#### [Task item]
From the data below, return only the lines from the one with "thumb cmc: (524, 274)" through the one with "index dip: (254, 87)", exact and inclusive, with pictures left out.

#### [Data shown]
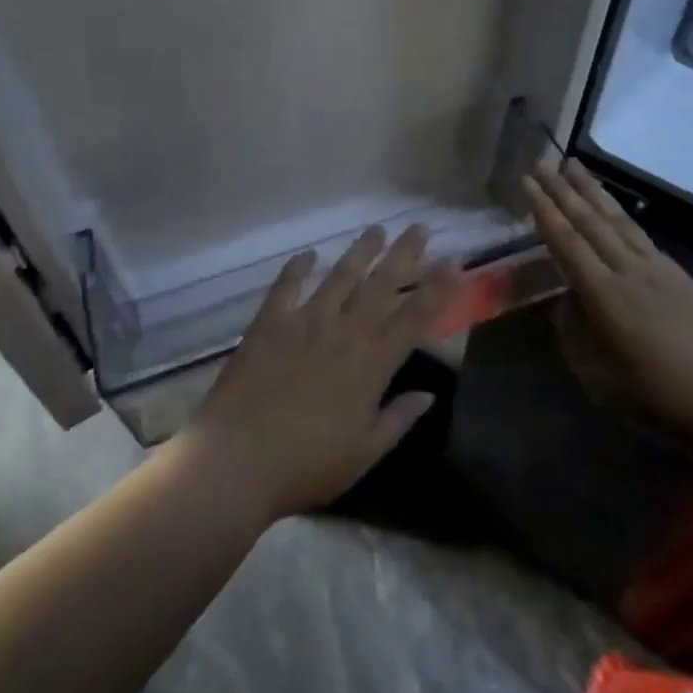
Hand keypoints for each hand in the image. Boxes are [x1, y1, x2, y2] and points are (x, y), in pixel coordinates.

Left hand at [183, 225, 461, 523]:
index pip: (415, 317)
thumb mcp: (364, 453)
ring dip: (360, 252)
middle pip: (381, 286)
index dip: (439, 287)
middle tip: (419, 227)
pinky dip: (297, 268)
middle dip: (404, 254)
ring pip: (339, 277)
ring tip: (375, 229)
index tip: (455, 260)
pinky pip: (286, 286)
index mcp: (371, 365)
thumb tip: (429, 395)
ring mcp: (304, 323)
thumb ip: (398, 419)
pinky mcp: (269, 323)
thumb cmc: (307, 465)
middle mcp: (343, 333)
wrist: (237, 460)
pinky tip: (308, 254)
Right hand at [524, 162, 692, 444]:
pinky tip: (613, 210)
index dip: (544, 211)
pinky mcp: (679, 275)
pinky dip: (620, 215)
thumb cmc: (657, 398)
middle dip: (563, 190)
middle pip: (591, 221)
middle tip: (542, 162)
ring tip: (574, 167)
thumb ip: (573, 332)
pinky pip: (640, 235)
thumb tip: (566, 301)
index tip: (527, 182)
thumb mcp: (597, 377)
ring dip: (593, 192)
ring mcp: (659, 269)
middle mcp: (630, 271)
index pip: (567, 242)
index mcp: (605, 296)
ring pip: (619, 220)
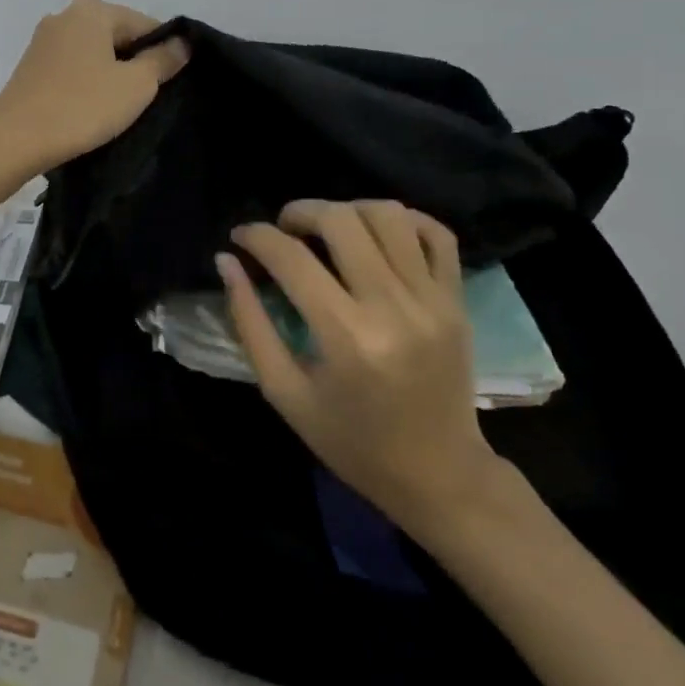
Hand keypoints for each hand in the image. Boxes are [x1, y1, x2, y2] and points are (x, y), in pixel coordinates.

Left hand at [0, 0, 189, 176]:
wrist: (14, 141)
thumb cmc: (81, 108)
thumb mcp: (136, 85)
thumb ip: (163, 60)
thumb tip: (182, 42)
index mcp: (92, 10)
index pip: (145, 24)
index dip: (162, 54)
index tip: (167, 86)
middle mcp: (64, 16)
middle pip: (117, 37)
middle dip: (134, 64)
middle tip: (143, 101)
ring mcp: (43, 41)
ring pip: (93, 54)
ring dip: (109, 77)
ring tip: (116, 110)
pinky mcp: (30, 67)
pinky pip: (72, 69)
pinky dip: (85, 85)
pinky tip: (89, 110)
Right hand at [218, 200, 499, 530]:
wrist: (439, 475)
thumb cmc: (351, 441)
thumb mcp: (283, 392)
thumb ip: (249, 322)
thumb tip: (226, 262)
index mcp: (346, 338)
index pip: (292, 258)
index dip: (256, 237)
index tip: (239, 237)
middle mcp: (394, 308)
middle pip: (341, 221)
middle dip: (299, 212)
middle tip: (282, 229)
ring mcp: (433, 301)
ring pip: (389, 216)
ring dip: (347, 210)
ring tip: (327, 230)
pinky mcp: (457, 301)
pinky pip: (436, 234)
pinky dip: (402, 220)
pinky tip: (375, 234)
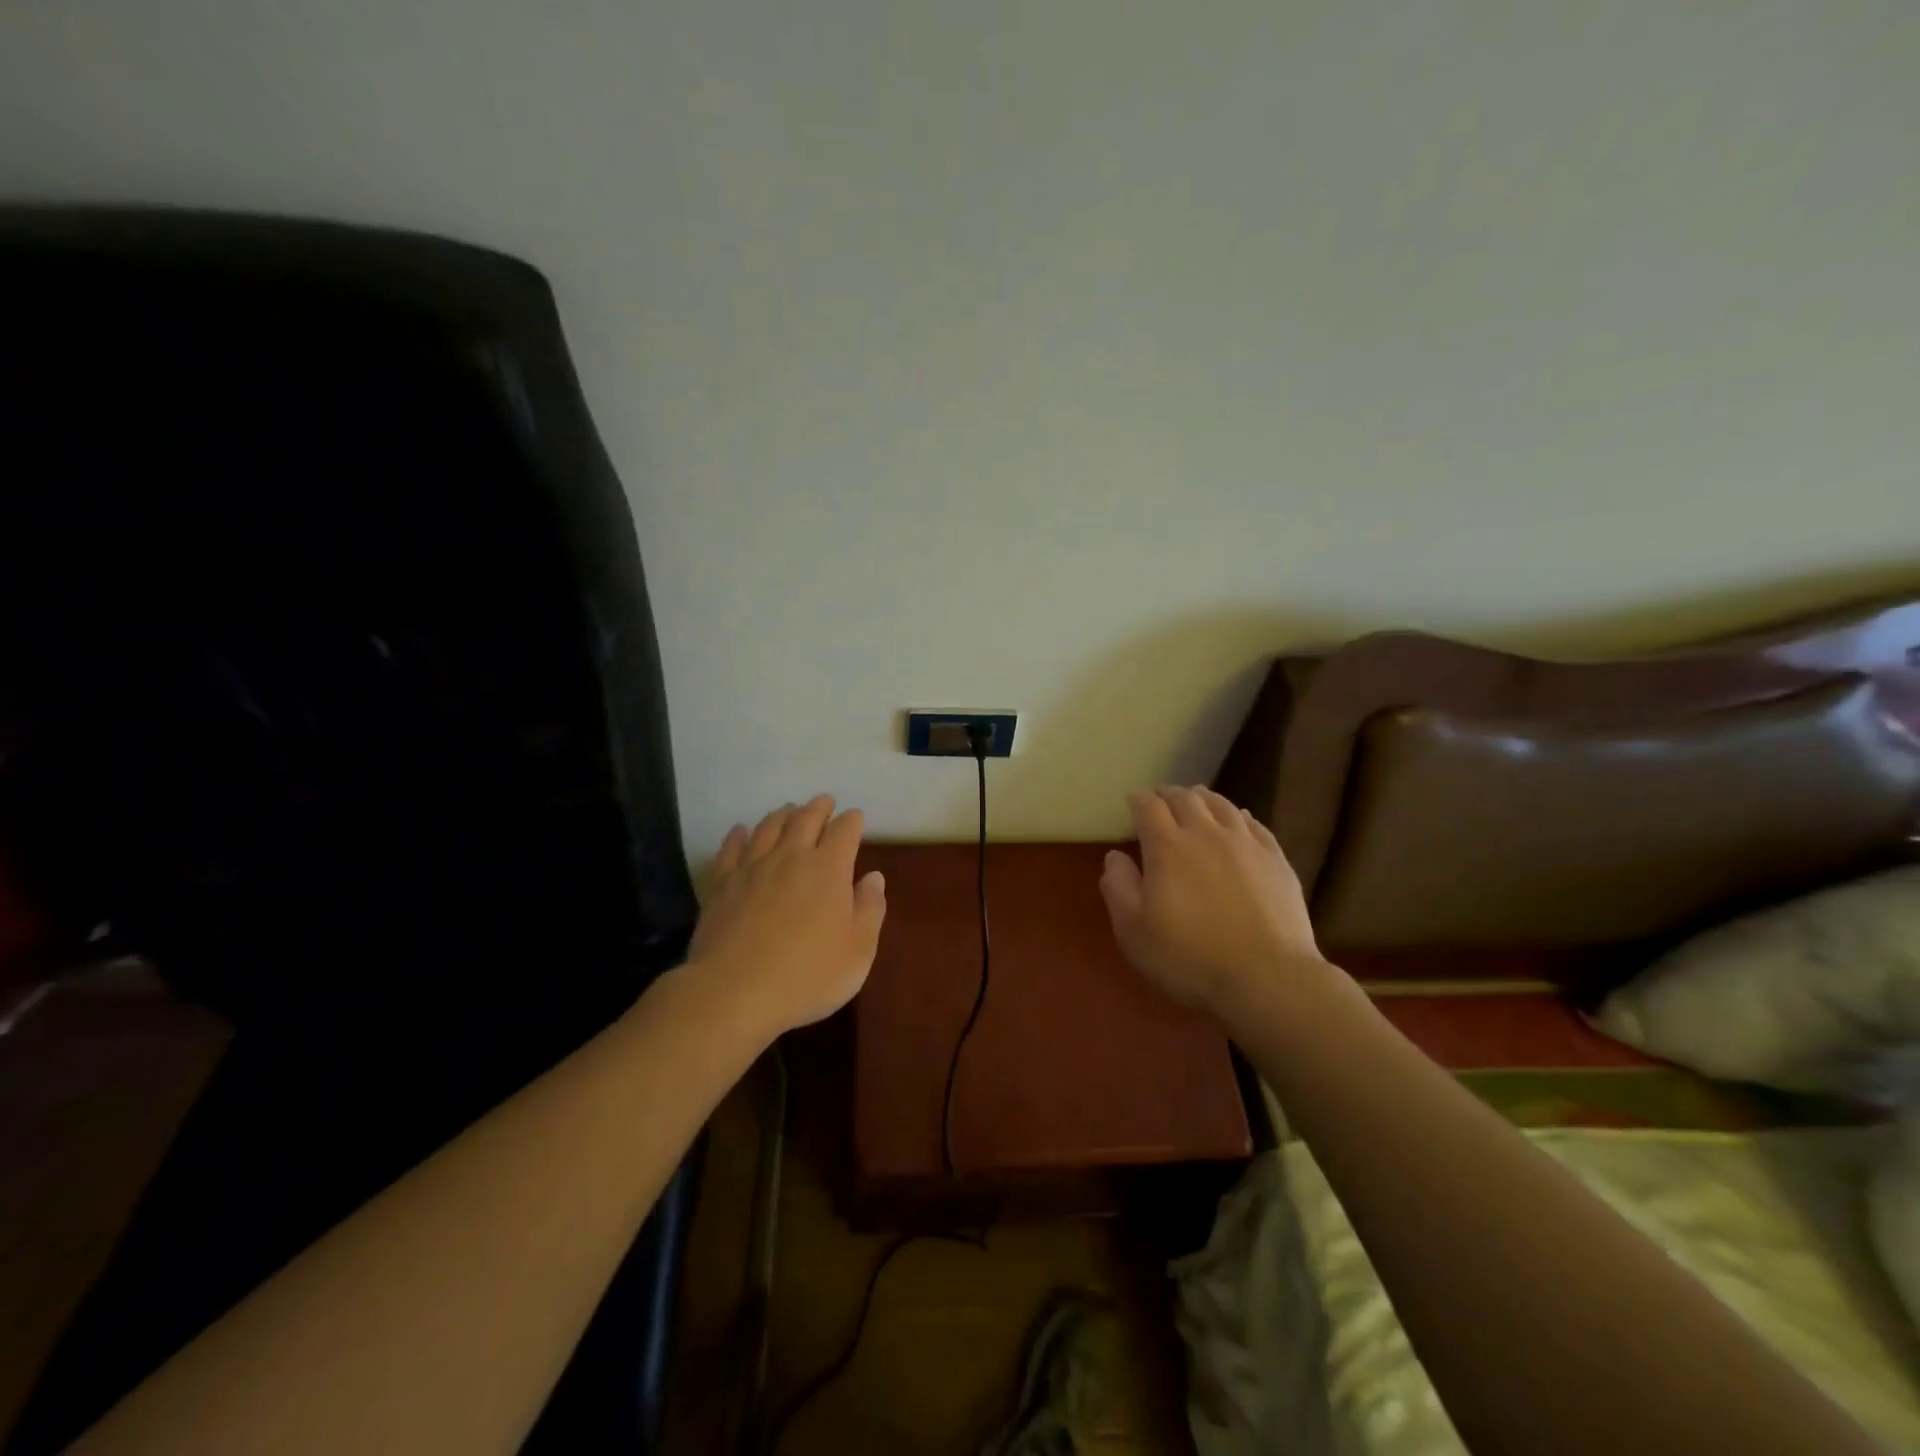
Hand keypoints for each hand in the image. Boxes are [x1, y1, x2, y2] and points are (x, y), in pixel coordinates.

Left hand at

* * *

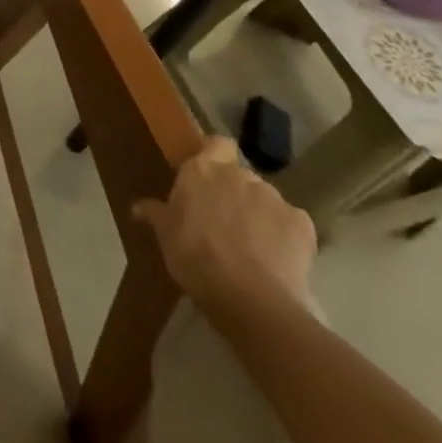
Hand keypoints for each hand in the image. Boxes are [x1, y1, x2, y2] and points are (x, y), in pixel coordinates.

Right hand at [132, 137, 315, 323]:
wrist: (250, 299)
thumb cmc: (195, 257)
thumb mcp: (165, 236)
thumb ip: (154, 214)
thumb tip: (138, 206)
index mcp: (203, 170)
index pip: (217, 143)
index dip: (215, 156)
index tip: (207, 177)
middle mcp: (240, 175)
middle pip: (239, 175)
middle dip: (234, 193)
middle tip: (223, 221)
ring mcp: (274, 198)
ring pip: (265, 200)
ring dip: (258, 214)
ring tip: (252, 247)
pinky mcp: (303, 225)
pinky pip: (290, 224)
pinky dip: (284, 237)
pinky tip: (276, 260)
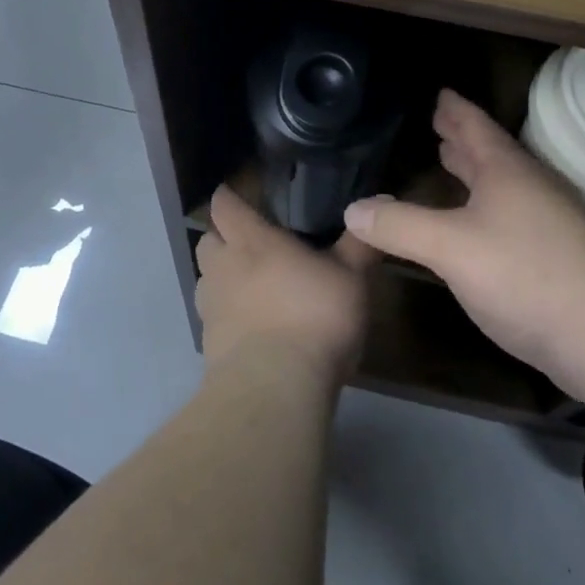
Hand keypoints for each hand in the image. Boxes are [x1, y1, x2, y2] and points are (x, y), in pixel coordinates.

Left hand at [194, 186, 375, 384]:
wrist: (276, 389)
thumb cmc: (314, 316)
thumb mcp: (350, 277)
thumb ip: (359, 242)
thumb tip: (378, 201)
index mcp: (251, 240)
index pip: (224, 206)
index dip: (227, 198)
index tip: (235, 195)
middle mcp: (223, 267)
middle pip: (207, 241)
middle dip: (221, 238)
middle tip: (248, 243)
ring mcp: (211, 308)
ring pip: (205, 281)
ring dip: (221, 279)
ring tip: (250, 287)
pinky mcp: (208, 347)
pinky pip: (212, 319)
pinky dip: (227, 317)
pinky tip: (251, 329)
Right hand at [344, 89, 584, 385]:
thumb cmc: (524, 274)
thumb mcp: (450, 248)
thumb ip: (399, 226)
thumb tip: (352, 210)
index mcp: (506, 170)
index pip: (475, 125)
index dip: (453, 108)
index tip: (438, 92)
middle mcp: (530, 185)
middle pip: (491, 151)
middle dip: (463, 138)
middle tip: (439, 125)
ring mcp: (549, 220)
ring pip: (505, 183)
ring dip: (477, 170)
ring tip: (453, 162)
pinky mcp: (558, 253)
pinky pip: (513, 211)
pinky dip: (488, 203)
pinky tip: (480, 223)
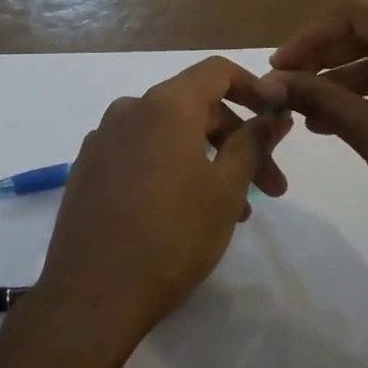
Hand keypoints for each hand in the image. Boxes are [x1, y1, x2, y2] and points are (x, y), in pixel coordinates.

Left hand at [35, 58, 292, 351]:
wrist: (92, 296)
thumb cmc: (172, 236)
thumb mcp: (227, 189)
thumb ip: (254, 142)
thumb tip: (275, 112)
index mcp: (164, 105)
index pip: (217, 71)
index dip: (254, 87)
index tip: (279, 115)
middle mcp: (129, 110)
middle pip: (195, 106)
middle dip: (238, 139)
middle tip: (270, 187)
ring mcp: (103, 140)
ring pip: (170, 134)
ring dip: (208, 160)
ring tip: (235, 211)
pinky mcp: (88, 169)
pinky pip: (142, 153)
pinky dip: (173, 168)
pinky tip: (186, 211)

#### [Result of the exercise]
thumb cmc: (524, 274)
thumb mcp: (450, 248)
thumb ip: (399, 226)
thumb tip: (352, 210)
index mcp: (506, 170)
index pip: (475, 125)
index dip: (453, 108)
index tip: (438, 92)
middle mcp: (530, 185)
middle pip: (491, 151)
middle dip: (463, 138)
middle tip: (439, 125)
ring mcp: (549, 220)
ring pip: (505, 183)
ring dip: (477, 170)
ring tip: (453, 162)
pinky mcp: (558, 253)
pinky pip: (513, 211)
pinky dip: (488, 203)
pinky tip: (480, 223)
Hand keypoints for each hand in the image. Boxes are [x1, y1, x2, y2] and points are (x, y), in pixel coordinates.

Left hand at [35, 58, 292, 351]:
wrist: (92, 296)
thumb cmc: (172, 236)
thumb mcp: (227, 189)
thumb ip: (254, 142)
thumb tip: (275, 112)
index mcp: (164, 105)
index pip: (217, 71)
index dip: (254, 87)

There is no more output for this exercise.